No matter what cookbooks and supermarkets tell you, chillies are fruits - fleshy parts of plants that contain seeds. Like all fruits, they serve to reward pollinators for spreading a plant's seeds, using the currency of nutritious pulp. But these same nutrients make fruits a ripe target for other unwelcome species that aren't involved in pollination or, even worse, eat the seeds. To deter these unwanted fruit-eaters, plants defend themselves with toxic chemicals, such as capsaicinoids.

Take the chillies. Their seeds pass through the guts of birds, their major pollinator, unharmed but they fail to sprout after being eaten by mammals. Birds, however, lack the receptors that sense capsaicinoids and trigger the burning sensations that mammals like ourselves experience all too readily. So it's tempting to view capsaicinoids as a mammal-deterrent, but Joshua Tewksbury at the University of Washington found that this isn't the whole story.

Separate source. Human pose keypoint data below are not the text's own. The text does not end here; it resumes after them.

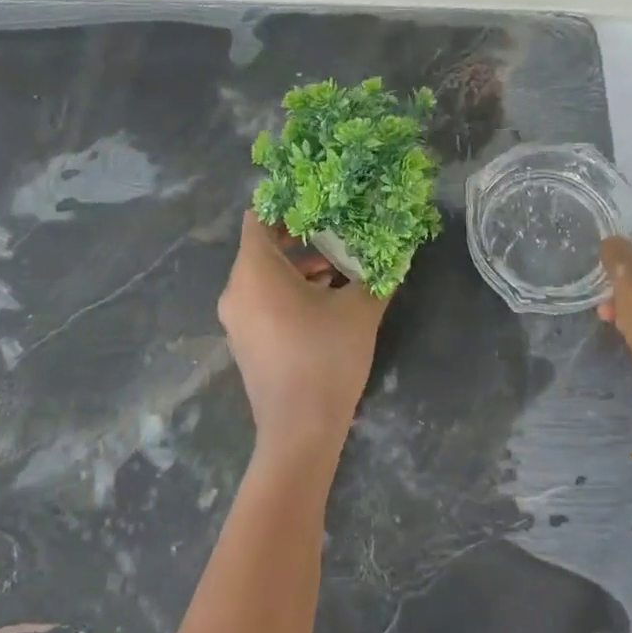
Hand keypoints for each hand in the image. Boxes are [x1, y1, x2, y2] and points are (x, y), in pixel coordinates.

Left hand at [218, 211, 387, 461]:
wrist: (300, 430)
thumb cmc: (326, 358)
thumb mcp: (360, 311)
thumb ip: (377, 274)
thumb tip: (395, 251)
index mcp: (255, 271)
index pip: (258, 218)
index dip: (286, 206)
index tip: (319, 202)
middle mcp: (236, 290)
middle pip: (262, 247)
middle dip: (300, 238)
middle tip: (338, 231)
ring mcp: (236, 319)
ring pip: (263, 276)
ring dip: (298, 268)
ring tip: (339, 269)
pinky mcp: (244, 342)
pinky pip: (261, 301)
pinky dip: (287, 292)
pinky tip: (325, 301)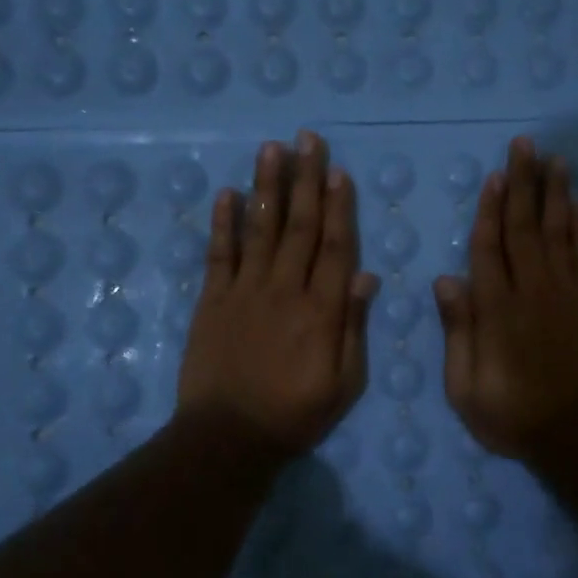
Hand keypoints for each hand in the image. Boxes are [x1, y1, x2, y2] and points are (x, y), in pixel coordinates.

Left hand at [177, 131, 379, 456]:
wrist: (228, 437)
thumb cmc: (295, 414)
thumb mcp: (344, 383)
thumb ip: (353, 328)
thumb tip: (365, 276)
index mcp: (321, 311)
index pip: (334, 247)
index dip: (339, 207)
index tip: (339, 172)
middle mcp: (284, 290)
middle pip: (299, 227)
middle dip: (306, 180)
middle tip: (308, 140)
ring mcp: (244, 292)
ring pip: (260, 230)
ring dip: (267, 187)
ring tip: (272, 149)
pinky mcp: (212, 301)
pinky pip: (219, 254)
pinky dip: (223, 223)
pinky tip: (228, 193)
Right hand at [433, 137, 577, 461]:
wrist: (576, 436)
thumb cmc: (511, 415)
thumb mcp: (465, 387)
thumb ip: (458, 331)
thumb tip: (446, 280)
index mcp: (497, 310)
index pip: (490, 248)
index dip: (490, 210)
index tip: (494, 176)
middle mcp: (532, 292)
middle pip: (526, 228)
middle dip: (524, 184)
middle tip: (525, 145)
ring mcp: (566, 295)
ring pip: (559, 233)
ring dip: (556, 194)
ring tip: (555, 159)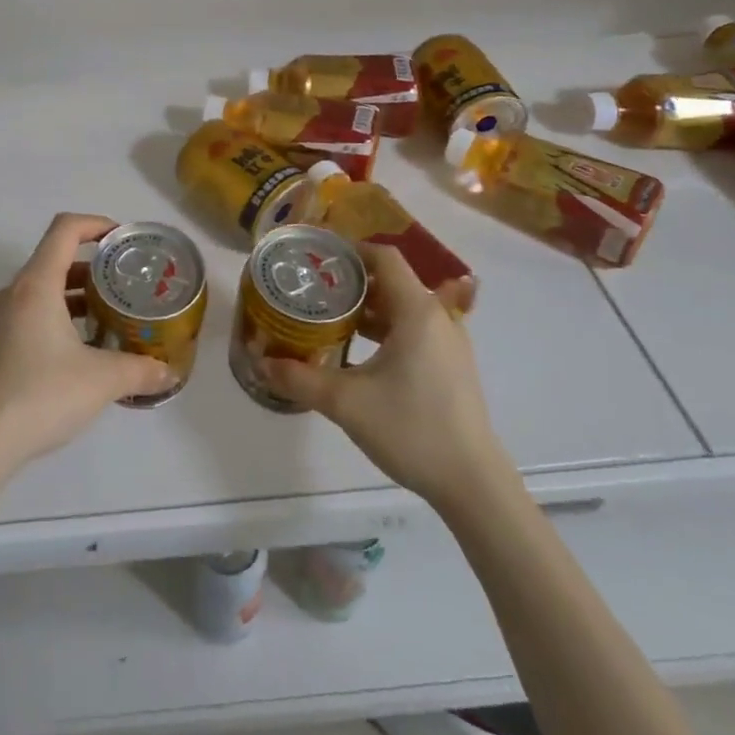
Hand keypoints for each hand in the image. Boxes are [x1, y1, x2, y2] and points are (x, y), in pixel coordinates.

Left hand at [0, 213, 175, 474]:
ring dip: (78, 294)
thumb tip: (170, 372)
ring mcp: (1, 318)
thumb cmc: (41, 395)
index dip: (96, 224)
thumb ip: (140, 369)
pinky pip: (33, 312)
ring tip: (112, 315)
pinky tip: (85, 348)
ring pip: (44, 288)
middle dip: (94, 266)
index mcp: (36, 284)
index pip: (65, 229)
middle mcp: (15, 292)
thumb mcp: (101, 380)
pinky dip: (61, 316)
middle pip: (56, 258)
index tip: (124, 239)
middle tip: (127, 282)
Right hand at [262, 245, 512, 514]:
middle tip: (315, 289)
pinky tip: (360, 352)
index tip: (317, 257)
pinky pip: (415, 330)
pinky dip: (387, 329)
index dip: (351, 250)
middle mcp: (437, 318)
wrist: (473, 485)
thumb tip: (262, 362)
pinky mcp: (452, 367)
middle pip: (392, 280)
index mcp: (417, 311)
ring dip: (369, 307)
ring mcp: (449, 343)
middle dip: (353, 281)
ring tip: (330, 318)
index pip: (384, 257)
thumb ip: (300, 378)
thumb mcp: (345, 403)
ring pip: (404, 307)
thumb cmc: (411, 429)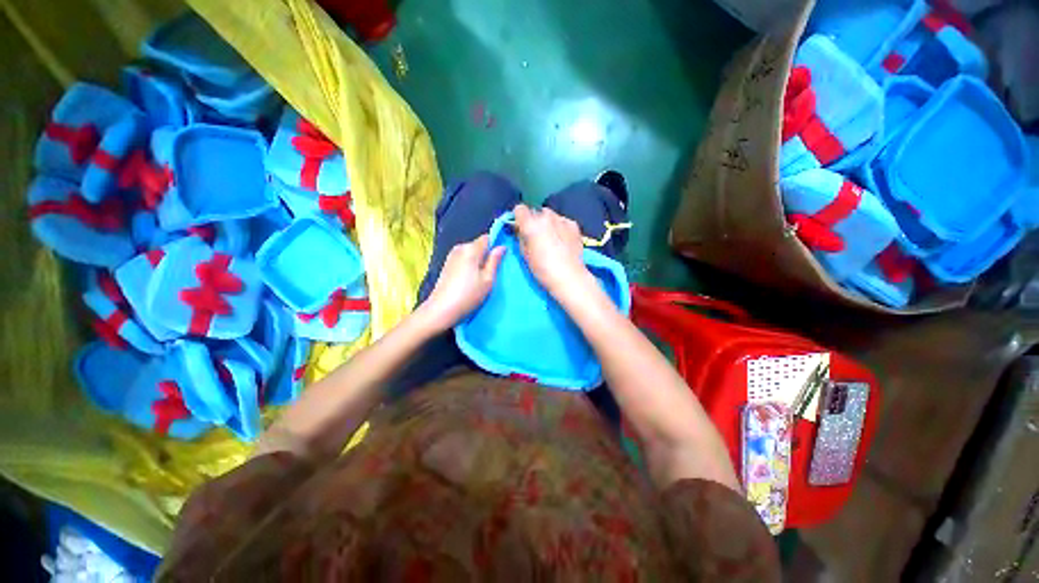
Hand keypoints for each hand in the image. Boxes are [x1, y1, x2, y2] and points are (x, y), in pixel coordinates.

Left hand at [421, 234, 504, 331]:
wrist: (441, 310)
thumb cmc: (468, 295)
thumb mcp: (488, 279)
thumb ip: (495, 261)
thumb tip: (501, 247)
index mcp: (471, 249)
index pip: (487, 237)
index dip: (496, 245)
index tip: (501, 258)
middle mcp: (460, 247)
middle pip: (478, 245)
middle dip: (486, 255)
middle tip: (492, 272)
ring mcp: (451, 256)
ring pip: (471, 253)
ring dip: (478, 261)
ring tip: (482, 278)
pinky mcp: (447, 264)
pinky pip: (463, 259)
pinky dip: (469, 266)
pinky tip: (470, 280)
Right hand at [512, 204, 589, 295]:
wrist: (569, 276)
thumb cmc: (542, 269)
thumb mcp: (525, 254)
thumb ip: (521, 238)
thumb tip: (521, 231)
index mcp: (531, 224)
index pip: (519, 209)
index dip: (518, 218)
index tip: (520, 228)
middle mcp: (546, 216)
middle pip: (535, 212)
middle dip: (534, 221)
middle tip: (536, 236)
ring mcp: (562, 219)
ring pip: (550, 215)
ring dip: (548, 223)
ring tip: (551, 237)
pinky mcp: (574, 225)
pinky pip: (562, 221)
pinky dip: (560, 227)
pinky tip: (563, 240)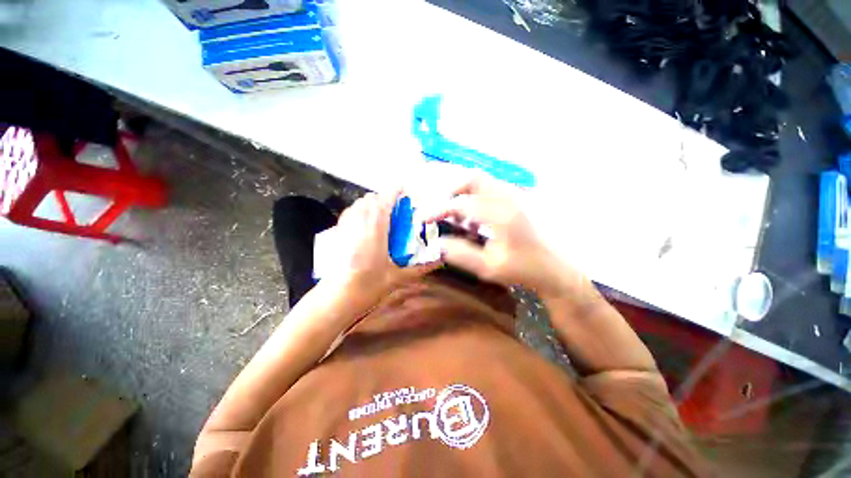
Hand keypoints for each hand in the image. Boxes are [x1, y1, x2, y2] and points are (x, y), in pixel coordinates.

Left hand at [325, 190, 440, 303]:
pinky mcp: (337, 233)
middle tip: (395, 210)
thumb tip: (441, 261)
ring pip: (358, 204)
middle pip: (370, 199)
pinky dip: (359, 211)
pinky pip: (349, 212)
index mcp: (376, 230)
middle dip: (384, 199)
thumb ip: (421, 268)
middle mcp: (359, 223)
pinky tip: (365, 225)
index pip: (385, 201)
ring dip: (371, 204)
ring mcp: (346, 226)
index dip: (394, 191)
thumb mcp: (399, 277)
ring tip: (381, 216)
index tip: (403, 188)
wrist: (339, 297)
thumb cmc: (370, 286)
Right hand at [423, 172, 579, 295]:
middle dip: (452, 191)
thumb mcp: (488, 267)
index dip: (437, 210)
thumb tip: (437, 242)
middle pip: (473, 178)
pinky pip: (491, 190)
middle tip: (442, 210)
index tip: (422, 219)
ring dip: (465, 194)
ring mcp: (515, 196)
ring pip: (483, 182)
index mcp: (500, 214)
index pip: (460, 204)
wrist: (556, 268)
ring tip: (458, 218)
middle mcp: (508, 198)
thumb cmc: (524, 270)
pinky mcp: (518, 200)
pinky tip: (476, 221)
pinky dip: (476, 199)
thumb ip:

Working in Bolivia, Tewksbury found that while mammals are an occasional nuisance, the biggest threat that chillies face are microbes, which are also after the sugars and nutrients they contain. One species in particular - Fusarium semitectum - rots the fruits and kills the seeds, and it's the only major cause of damage to the plant. If the capsaicinoids are intended to defend the plant against any threat, then surely it was this fungus.

Red hot chilli peppers

To test this idea, the research team compared chilli plants across a 1,000 square miles of Bolivian forest. At the south-western end of this area, almost every single chilli is loaded with capsaicinoids and packs jalapeno-level heat. Head up north and east and the fruits become less and less pungent so that at the north-eastern corner, more than 70% of chillies lack any capsaicinoids at all, and those that do have less than a third of the levels found in their spicier peers.

Tewksbury compared the ability of these different fruits to resist infection by placing cages over them that would block out their bird pollinators but let in small bugs like aphids and treehoppers. Their biting mouthparts are the vessels that Fusarium stows away on. When they pierce the chillies to suck their juices, they also seed them with fungus and their bites leave a telltale scar on the fruit's surface.

These experiments revealed that the north-eastern chillies weren't just weaker in taste - they were also weaker against Fusarium. Lab experiments have revealed that capsaicinoids kill off a variety of microbes, and compared to the weak capsaicinoid-free chillies, those that were loaded with these chemicals had half the amount of seeds that were infected by the fungus.

To rule out the possibility that some other factor was responsible for protecting against Fusarium, the researchers mixed up different pots of jam that mimicked the nutrients of chillies but had differing levels of capsaicinoids. As expected, they ports found that the fungus was least able to grow in pots with the highest concentrations of these pungent chemicals. In fact, at the concentrations of capsaicinoids found in the spiciest natural peppers, the fungus's growth was slashed exactly by half, showing that these chemicals and they alone were responsible for safeguarding the chillies.

If capsaicinoids are so important, why are some of Bolivia's chillies weak? The answer is simple - Fusarium, and the bugs that spread it, are rare in these areas and the fruits have far less need for defensive measures. In the northeast, where chillies are milder, Tewksbury found very few of the bug-made scars that indicate entry by the fungus, whereas the hotter chillies in the southwest were rife with them.

So the presence of fungi and bugs cause some chillies to defend themselves with chemical weapons, and this evolutionary pressure is at least partially responsible for the wide variations in chilli strength. It might also explain why humans started eating chillies in the first place.

Tewksbury suggests that our ancestors may have first started using and domesticating chillies for their ability to kill of nasty microbes. Before refrigerators became commonplace, the fungi and bacteria lurking within our food were a massive problem, and it's possible that our ancestors developed a taste for spicy food precisely because the chemicals that make our eyes water also cause trouble for contaminating bugs.